### TASK DETAILS
Using the data below, copy each line that includes the word "nodes".

---------------

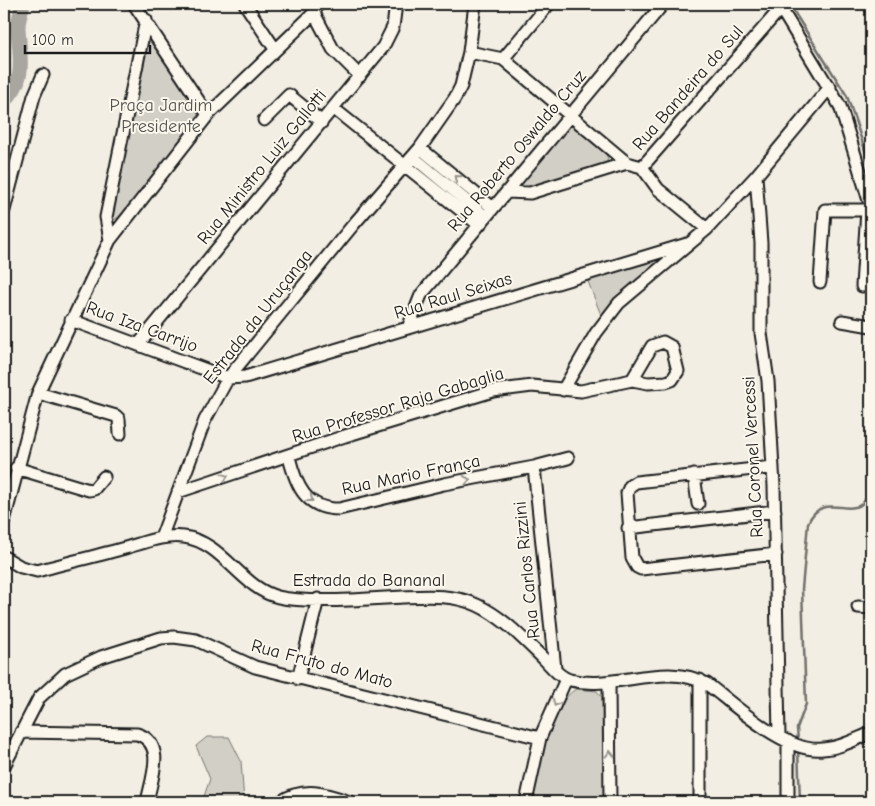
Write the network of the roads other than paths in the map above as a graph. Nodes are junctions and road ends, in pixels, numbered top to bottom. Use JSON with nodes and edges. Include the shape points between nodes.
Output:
{"nodes":[{"id":1,"x":134,"y":4,"type":"edge"},
{"id":2,"x":244,"y":4,"type":"edge"},
{"id":3,"x":396,"y":4,"type":"edge"},
{"id":4,"x":475,"y":4,"type":"edge"},
{"id":5,"x":549,"y":4,"type":"edge"},
{"id":6,"x":663,"y":4,"type":"edge"},
{"id":7,"x":780,"y":6,"type":"edge"},
{"id":8,"x":316,"y":8,"type":"edge"},
{"id":9,"x":146,"y":20,"type":"junction"},
{"id":10,"x":275,"y":49,"type":"junction"},
{"id":11,"x":469,"y":52,"type":"junction"},
{"id":12,"x":503,"y":60,"type":"junction"},
{"id":13,"x":44,"y":75,"type":"dead end"},
{"id":14,"x":360,"y":76,"type":"junction"},
{"id":15,"x":830,"y":87,"type":"junction"},
{"id":16,"x":333,"y":108,"type":"junction"},
{"id":17,"x":208,"y":115,"type":"junction"},
{"id":18,"x":570,"y":115,"type":"junction"},
{"id":19,"x":264,"y":120,"type":"dead end"},
{"id":20,"x":322,"y":122,"type":"junction"},
{"id":21,"x":413,"y":156,"type":"junction"},
{"id":22,"x":627,"y":163,"type":"junction"},
{"id":23,"x":642,"y":167,"type":"junction"},
{"id":24,"x":756,"y":176,"type":"junction"},
{"id":25,"x":507,"y":192,"type":"junction"},
{"id":26,"x":869,"y":209,"type":"edge"},
{"id":27,"x":4,"y":210,"type":"edge"},
{"id":28,"x":486,"y":217,"type":"junction"},
{"id":29,"x":707,"y":229,"type":"junction"},
{"id":30,"x":110,"y":240,"type":"junction"},
{"id":31,"x":688,"y":244,"type":"junction"},
{"id":32,"x":820,"y":282,"type":"dead end"},
{"id":33,"x":862,"y":286,"type":"dead end"},
{"id":34,"x":71,"y":320,"type":"junction"},
{"id":35,"x":842,"y":321,"type":"dead end"},
{"id":36,"x":871,"y":326,"type":"edge"},
{"id":37,"x":408,"y":328,"type":"junction"},
{"id":38,"x":138,"y":344,"type":"junction"},
{"id":39,"x":228,"y":378,"type":"junction"},
{"id":40,"x":632,"y":380,"type":"dead end"},
{"id":41,"x":563,"y":390,"type":"junction"},
{"id":42,"x":38,"y":394,"type":"junction"},
{"id":43,"x":120,"y":434,"type":"dead end"},
{"id":44,"x":289,"y":457,"type":"junction"},
{"id":45,"x":568,"y":458,"type":"dead end"},
{"id":46,"x":534,"y":467,"type":"junction"},
{"id":47,"x":773,"y":467,"type":"junction"},
{"id":48,"x":16,"y":468,"type":"junction"},
{"id":49,"x":694,"y":475,"type":"junction"},
{"id":50,"x":104,"y":477,"type":"dead end"},
{"id":51,"x":178,"y":492,"type":"junction"},
{"id":52,"x":698,"y":504,"type":"dead end"},
{"id":53,"x":775,"y":512,"type":"junction"},
{"id":54,"x":4,"y":521,"type":"edge"},
{"id":55,"x":628,"y":528,"type":"junction"},
{"id":56,"x":161,"y":538,"type":"junction"},
{"id":57,"x":776,"y":554,"type":"junction"},
{"id":58,"x":4,"y":557,"type":"edge"},
{"id":59,"x":318,"y":599,"type":"junction"},
{"id":60,"x":858,"y":607,"type":"dead end"},
{"id":61,"x":871,"y":608,"type":"edge"},
{"id":62,"x":555,"y":669,"type":"junction"},
{"id":63,"x":298,"y":679,"type":"junction"},
{"id":64,"x":566,"y":679,"type":"junction"},
{"id":65,"x":700,"y":680,"type":"junction"},
{"id":66,"x":609,"y":682,"type":"junction"},
{"id":67,"x":21,"y":732,"type":"junction"},
{"id":68,"x":871,"y":733,"type":"edge"},
{"id":69,"x":540,"y":738,"type":"junction"},
{"id":70,"x":786,"y":740,"type":"junction"},
{"id":71,"x":4,"y":766,"type":"edge"},
{"id":72,"x":147,"y":802,"type":"edge"},
{"id":73,"x":280,"y":802,"type":"edge"},
{"id":74,"x":350,"y":802,"type":"edge"},
{"id":75,"x":526,"y":802,"type":"edge"},
{"id":76,"x":610,"y":802,"type":"edge"},
{"id":77,"x":700,"y":802,"type":"edge"},
{"id":78,"x":788,"y":802,"type":"edge"}],
"edges":[{"from":1,"to":9,"type":"street"},
{"from":2,"to":10,"type":"street"},
{"from":3,"to":14,"type":"street","name":"Rua Ministro Luiz Gallotti","via":[[389,38]]},
{"from":4,"to":11,"type":"street","name":"Estrada da Uruçanga"},
{"from":5,"to":12,"type":"street"},
{"from":6,"to":18,"type":"street","name":"Rua Roberto Oswaldo Cruz"},
{"from":7,"to":15,"type":"street"},
{"from":7,"to":23,"type":"street","name":"Rua Bandeira do Sul"},
{"from":8,"to":10,"type":"street"},
{"from":8,"to":14,"type":"street","via":[[333,49]]},
{"from":9,"to":17,"type":"street"},
{"from":9,"to":30,"type":"street","via":[[106,217]]},
{"from":10,"to":17,"type":"street"},
{"from":11,"to":12,"type":"street"},
{"from":11,"to":21,"type":"street","name":"Estrada da Uruçanga","via":[[455,98]]},
{"from":12,"to":18,"type":"street"},
{"from":13,"to":27,"type":"street","via":[[34,96]]},
{"from":14,"to":16,"type":"street","name":"Rua Ministro Luiz Gallotti"},
{"from":15,"to":24,"type":"street"},
{"from":15,"to":26,"type":"street","via":[[847,123]]},
{"from":16,"to":20,"type":"street","name":"Rua Ministro Luiz Gallotti"},
{"from":16,"to":21,"type":"street"},
{"from":17,"to":30,"type":"street"},
{"from":18,"to":22,"type":"street"},
{"from":18,"to":25,"type":"street","name":"Rua Roberto Oswaldo Cruz"},
{"from":19,"to":20,"type":"street","via":[[289,95]]},
{"from":20,"to":38,"type":"street","name":"Rua Ministro Luiz Gallotti"},
{"from":21,"to":28,"type":"street"},
{"from":21,"to":28,"type":"street"},
{"from":21,"to":39,"type":"street","name":"Estrada da Uruçanga"},
{"from":22,"to":23,"type":"street"},
{"from":22,"to":25,"type":"street","name":"Rua Bandeira do Sul","via":[[530,193]]},
{"from":23,"to":29,"type":"street","via":[[658,188]]},
{"from":24,"to":29,"type":"street"},
{"from":24,"to":47,"type":"street","name":"Rua Coronel Vercessi","via":[[761,243],[760,324],[768,381]]},
{"from":25,"to":28,"type":"street","name":"Rua Roberto Oswaldo Cruz"},
{"from":26,"to":32,"type":"street","via":[[825,210]]},
{"from":26,"to":33,"type":"street"},
{"from":28,"to":37,"type":"street","name":"Rua Roberto Oswaldo Cruz","via":[[421,295]]},
{"from":29,"to":31,"type":"street"},
{"from":30,"to":34,"type":"street"},
{"from":31,"to":37,"type":"street","name":"Rua Raul Seixas"},
{"from":31,"to":41,"type":"street","via":[[607,316]]},
{"from":34,"to":38,"type":"street","name":"Rua Iza Carrijo"},
{"from":34,"to":42,"type":"street"},
{"from":35,"to":36,"type":"street"},
{"from":37,"to":39,"type":"street","name":"Rua Raul Seixas","via":[[245,377]]},
{"from":38,"to":39,"type":"street","name":"Rua Iza Carrijo"},
{"from":39,"to":51,"type":"street","name":"Estrada da Uruçanga","via":[[205,420]]},
{"from":40,"to":41,"type":"street","name":"Rua Professor Raja Gabaglia","via":[[581,391]]},
{"from":41,"to":44,"type":"street","name":"Rua Professor Raja Gabaglia","via":[[532,386],[493,391],[345,436]]},
{"from":42,"to":43,"type":"street","via":[[116,416]]},
{"from":42,"to":48,"type":"street"},
{"from":44,"to":46,"type":"street","name":"Rua Mario França","one_way":true,"via":[[299,488],[327,509]]},
{"from":51,"to":44,"type":"street","name":"Rua Professor Raja Gabaglia","one_way":true},
{"from":45,"to":46,"type":"street","name":"Rua Mario França"},
{"from":46,"to":62,"type":"street","name":"Rua Carlos Rizzini"},
{"from":47,"to":49,"type":"street"},
{"from":47,"to":53,"type":"street","name":"Rua Coronel Vercessi"},
{"from":48,"to":50,"type":"street","via":[[89,490],[94,489]]},
{"from":48,"to":54,"type":"street"},
{"from":49,"to":52,"type":"street"},
{"from":49,"to":55,"type":"street","via":[[636,482],[630,486],[627,493]]},
{"from":51,"to":56,"type":"street","name":"Estrada da Uruçanga"},
{"from":53,"to":55,"type":"street"},
{"from":53,"to":57,"type":"street","name":"Rua Coronel Vercessi"},
{"from":55,"to":57,"type":"street","via":[[634,564],[640,569]]},
{"from":56,"to":58,"type":"street","name":"Estrada do Bananal","via":[[37,571],[21,567]]},
{"from":56,"to":59,"type":"street","name":"Estrada do Bananal","via":[[184,537],[201,543],[270,595]]},
{"from":57,"to":70,"type":"street","name":"Rua Coronel Vercessi"},
{"from":59,"to":62,"type":"street","name":"Estrada do Bananal","via":[[460,598],[502,619]]},
{"from":59,"to":63,"type":"street"},
{"from":60,"to":61,"type":"street"},
{"from":62,"to":64,"type":"street","name":"Estrada do Bananal"},
{"from":63,"to":67,"type":"street","name":"Rua Fruto do Mato","via":[[255,667],[196,640],[161,638],[82,664],[65,674],[39,698]]},
{"from":63,"to":69,"type":"street","name":"Rua Fruto do Mato"},
{"from":64,"to":66,"type":"street"},
{"from":64,"to":69,"type":"street","one_way":true},
{"from":65,"to":66,"type":"street","via":[[672,674]]},
{"from":65,"to":70,"type":"street"},
{"from":65,"to":77,"type":"street"},
{"from":76,"to":66,"type":"street","one_way":true},
{"from":67,"to":71,"type":"street","name":"Rua Fruto do Mato"},
{"from":67,"to":72,"type":"street","via":[[137,734],[147,737],[156,755]]},
{"from":68,"to":70,"type":"street","via":[[822,750]]},
{"from":69,"to":75,"type":"street"},
{"from":70,"to":78,"type":"street","name":"Rua Coronel Vercessi"},
{"from":73,"to":74,"type":"street","via":[[309,791]]}]}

---------------

### WRITTEN SOLUTION
Write the network of the roads other than paths in the map above as a graph. Nodes are junctions and road ends, in pixels, numbered top to bottom. Use JSON with nodes and edges. Include the shape points between nodes.
{"nodes":[{"id":1,"x":134,"y":4,"type":"edge"},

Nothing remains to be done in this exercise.